Look for "edges" in each line of the records, and copy the lines that have it.

Collected data entries:
········

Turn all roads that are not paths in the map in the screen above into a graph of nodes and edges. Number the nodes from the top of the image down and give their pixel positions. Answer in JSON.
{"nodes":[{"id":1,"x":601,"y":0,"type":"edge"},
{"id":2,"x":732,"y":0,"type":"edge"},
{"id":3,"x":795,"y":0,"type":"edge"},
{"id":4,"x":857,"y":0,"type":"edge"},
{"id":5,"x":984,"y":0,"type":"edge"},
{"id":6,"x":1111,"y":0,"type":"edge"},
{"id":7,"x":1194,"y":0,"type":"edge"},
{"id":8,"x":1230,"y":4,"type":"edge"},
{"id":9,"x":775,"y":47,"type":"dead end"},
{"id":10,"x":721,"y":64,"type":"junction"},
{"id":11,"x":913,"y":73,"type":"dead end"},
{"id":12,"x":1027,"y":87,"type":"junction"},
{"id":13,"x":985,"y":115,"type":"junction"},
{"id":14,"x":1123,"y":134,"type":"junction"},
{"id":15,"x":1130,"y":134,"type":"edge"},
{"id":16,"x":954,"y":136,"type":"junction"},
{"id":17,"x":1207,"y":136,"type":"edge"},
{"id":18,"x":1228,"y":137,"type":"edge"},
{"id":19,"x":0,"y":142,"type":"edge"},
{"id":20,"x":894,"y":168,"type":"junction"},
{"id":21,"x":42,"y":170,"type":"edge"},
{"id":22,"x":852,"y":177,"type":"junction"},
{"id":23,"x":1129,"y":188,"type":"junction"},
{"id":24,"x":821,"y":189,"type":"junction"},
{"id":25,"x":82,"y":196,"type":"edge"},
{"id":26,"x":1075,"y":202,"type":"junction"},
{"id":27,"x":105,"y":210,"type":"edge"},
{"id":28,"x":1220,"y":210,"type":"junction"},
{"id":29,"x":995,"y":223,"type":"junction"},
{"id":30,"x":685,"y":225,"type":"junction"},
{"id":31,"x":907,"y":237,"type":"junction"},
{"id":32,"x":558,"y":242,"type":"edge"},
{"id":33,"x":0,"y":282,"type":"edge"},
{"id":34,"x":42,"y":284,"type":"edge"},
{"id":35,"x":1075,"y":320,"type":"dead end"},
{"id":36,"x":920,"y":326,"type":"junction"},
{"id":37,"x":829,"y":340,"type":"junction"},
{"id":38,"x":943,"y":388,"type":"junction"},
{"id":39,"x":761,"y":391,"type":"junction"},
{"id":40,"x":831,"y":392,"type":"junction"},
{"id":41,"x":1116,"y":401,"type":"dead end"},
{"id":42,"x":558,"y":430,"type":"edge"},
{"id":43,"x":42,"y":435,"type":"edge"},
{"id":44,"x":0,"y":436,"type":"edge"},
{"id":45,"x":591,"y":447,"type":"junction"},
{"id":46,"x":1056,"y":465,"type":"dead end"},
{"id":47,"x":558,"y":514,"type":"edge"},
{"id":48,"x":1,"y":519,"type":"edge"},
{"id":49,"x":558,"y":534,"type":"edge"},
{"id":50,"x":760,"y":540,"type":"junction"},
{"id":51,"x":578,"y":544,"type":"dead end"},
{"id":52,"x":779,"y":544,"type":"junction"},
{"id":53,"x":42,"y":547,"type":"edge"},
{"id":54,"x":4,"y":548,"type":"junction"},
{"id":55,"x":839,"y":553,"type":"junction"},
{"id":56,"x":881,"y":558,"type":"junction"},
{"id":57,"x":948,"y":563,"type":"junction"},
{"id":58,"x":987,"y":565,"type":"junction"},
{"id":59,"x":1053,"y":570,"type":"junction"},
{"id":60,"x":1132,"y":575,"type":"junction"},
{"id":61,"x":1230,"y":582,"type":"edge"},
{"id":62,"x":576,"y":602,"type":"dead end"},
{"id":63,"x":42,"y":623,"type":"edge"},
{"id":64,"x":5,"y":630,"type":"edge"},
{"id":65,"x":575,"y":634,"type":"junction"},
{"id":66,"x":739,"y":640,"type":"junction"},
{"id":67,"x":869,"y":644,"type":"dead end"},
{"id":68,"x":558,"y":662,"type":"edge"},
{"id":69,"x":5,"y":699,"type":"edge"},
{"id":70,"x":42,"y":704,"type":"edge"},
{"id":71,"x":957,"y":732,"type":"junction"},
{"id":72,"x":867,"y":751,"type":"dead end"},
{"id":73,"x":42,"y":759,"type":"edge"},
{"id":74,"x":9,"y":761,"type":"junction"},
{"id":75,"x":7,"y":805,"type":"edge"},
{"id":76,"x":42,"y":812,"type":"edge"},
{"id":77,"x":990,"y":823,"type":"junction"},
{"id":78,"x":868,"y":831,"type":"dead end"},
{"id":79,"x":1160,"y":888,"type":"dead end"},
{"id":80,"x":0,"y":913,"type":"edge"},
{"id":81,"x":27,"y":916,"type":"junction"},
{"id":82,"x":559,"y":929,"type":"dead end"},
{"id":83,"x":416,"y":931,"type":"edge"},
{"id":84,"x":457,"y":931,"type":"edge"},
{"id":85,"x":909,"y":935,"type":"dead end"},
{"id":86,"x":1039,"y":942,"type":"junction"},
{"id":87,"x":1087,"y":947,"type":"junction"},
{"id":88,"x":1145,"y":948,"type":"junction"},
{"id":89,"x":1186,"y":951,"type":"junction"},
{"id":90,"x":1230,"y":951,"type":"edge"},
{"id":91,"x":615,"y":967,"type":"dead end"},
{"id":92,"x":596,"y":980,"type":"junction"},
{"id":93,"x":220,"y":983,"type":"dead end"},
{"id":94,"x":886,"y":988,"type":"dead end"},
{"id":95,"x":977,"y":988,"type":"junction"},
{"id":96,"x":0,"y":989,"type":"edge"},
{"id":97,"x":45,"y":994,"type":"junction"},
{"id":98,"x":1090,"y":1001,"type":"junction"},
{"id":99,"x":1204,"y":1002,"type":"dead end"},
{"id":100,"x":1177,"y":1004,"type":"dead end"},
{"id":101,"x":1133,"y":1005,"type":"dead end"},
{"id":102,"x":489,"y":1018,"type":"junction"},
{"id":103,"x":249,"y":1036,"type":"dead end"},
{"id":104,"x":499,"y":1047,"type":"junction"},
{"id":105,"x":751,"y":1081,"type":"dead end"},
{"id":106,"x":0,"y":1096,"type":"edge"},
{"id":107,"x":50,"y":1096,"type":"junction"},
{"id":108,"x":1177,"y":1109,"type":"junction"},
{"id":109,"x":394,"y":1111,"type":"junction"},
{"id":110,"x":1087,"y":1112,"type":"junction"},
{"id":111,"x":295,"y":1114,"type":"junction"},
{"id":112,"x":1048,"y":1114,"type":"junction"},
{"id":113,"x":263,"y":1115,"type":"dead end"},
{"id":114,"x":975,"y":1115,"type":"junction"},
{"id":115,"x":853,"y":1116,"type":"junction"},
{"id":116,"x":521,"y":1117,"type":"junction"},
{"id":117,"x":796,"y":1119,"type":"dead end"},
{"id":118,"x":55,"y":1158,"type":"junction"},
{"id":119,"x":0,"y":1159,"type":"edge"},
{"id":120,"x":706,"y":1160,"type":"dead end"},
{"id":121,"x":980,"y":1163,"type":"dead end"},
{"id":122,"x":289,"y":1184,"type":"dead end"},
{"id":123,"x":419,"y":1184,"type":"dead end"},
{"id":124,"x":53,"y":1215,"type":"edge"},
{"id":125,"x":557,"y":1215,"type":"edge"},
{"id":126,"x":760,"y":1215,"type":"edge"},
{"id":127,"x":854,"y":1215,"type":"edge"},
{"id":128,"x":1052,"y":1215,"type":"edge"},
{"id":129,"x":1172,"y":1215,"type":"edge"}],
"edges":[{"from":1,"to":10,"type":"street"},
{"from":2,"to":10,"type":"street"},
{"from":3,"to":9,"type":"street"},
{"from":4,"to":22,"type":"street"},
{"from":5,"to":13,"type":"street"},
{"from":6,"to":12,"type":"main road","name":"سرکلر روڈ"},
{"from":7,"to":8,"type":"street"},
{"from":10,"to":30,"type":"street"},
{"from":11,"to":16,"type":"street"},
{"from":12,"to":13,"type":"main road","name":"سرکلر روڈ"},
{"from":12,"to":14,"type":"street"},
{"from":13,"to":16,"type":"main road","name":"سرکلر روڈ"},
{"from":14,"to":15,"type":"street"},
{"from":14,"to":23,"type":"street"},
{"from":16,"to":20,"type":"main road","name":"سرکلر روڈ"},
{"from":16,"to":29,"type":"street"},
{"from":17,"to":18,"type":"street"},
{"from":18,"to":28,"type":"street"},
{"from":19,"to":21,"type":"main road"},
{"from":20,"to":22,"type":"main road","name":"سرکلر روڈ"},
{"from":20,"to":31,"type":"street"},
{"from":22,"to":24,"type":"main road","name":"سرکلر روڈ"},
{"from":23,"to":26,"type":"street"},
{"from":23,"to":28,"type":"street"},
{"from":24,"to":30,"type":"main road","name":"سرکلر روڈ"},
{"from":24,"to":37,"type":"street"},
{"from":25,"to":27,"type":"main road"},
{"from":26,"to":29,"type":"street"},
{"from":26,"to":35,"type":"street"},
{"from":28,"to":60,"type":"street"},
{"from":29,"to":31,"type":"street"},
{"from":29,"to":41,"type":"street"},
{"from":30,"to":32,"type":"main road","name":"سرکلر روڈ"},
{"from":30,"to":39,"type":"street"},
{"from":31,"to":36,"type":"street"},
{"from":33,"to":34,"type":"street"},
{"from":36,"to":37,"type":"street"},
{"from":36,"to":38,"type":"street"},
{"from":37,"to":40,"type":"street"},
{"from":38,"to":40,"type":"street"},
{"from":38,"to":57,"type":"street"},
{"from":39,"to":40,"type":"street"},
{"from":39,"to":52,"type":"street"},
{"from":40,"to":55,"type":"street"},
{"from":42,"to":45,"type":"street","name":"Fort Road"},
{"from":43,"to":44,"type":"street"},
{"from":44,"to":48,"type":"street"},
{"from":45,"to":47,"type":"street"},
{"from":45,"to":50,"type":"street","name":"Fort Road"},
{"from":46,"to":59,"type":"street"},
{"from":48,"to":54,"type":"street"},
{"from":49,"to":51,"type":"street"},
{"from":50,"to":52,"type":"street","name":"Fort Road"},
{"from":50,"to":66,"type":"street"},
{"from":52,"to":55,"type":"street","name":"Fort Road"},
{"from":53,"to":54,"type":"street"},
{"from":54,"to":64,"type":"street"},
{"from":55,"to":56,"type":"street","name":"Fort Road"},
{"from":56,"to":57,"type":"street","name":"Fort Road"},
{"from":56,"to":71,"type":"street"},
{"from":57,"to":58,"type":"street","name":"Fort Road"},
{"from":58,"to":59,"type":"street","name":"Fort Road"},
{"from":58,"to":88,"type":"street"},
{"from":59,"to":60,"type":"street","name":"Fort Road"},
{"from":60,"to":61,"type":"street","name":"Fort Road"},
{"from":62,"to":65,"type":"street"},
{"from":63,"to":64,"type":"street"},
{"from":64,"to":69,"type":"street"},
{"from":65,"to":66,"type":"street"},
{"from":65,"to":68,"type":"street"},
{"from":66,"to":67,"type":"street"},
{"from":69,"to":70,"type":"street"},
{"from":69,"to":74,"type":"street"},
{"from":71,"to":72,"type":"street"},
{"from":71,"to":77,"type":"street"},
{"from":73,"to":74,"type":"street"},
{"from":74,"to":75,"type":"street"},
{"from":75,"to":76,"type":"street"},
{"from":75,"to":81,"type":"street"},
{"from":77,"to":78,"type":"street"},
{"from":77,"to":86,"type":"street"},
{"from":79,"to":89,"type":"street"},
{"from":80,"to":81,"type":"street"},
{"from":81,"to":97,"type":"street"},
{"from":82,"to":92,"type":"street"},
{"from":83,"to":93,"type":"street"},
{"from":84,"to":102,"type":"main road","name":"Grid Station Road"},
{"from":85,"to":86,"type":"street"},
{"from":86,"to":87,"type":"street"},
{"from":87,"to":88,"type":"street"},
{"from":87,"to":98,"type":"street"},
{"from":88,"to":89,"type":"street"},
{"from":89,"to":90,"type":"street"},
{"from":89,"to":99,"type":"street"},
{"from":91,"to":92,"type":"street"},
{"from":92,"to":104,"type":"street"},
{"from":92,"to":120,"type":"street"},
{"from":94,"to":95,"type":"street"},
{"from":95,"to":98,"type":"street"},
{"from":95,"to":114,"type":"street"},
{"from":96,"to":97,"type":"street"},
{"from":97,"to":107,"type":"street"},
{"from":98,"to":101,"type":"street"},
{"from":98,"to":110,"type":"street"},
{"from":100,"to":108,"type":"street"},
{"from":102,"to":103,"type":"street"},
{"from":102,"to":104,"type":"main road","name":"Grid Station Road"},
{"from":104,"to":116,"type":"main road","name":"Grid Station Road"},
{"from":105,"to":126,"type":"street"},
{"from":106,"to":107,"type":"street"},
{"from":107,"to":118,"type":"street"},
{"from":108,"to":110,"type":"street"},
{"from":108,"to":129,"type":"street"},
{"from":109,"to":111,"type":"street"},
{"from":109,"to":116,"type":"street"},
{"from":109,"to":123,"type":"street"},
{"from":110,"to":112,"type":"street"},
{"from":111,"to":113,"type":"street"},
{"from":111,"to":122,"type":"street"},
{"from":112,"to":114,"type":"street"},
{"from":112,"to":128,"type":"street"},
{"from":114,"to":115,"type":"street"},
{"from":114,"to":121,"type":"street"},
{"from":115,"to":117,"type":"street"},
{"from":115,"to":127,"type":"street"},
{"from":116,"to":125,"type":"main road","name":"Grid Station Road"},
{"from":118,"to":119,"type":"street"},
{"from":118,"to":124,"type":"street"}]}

········

Solution to this problem:
Turn all roads that are not paths in the map in the screen above into a graph of nodes and edges. Number the nodes from the top of the image down and give their pixel positions. Answer in JSON.
"edges":[{"from":1,"to":10,"type":"street"},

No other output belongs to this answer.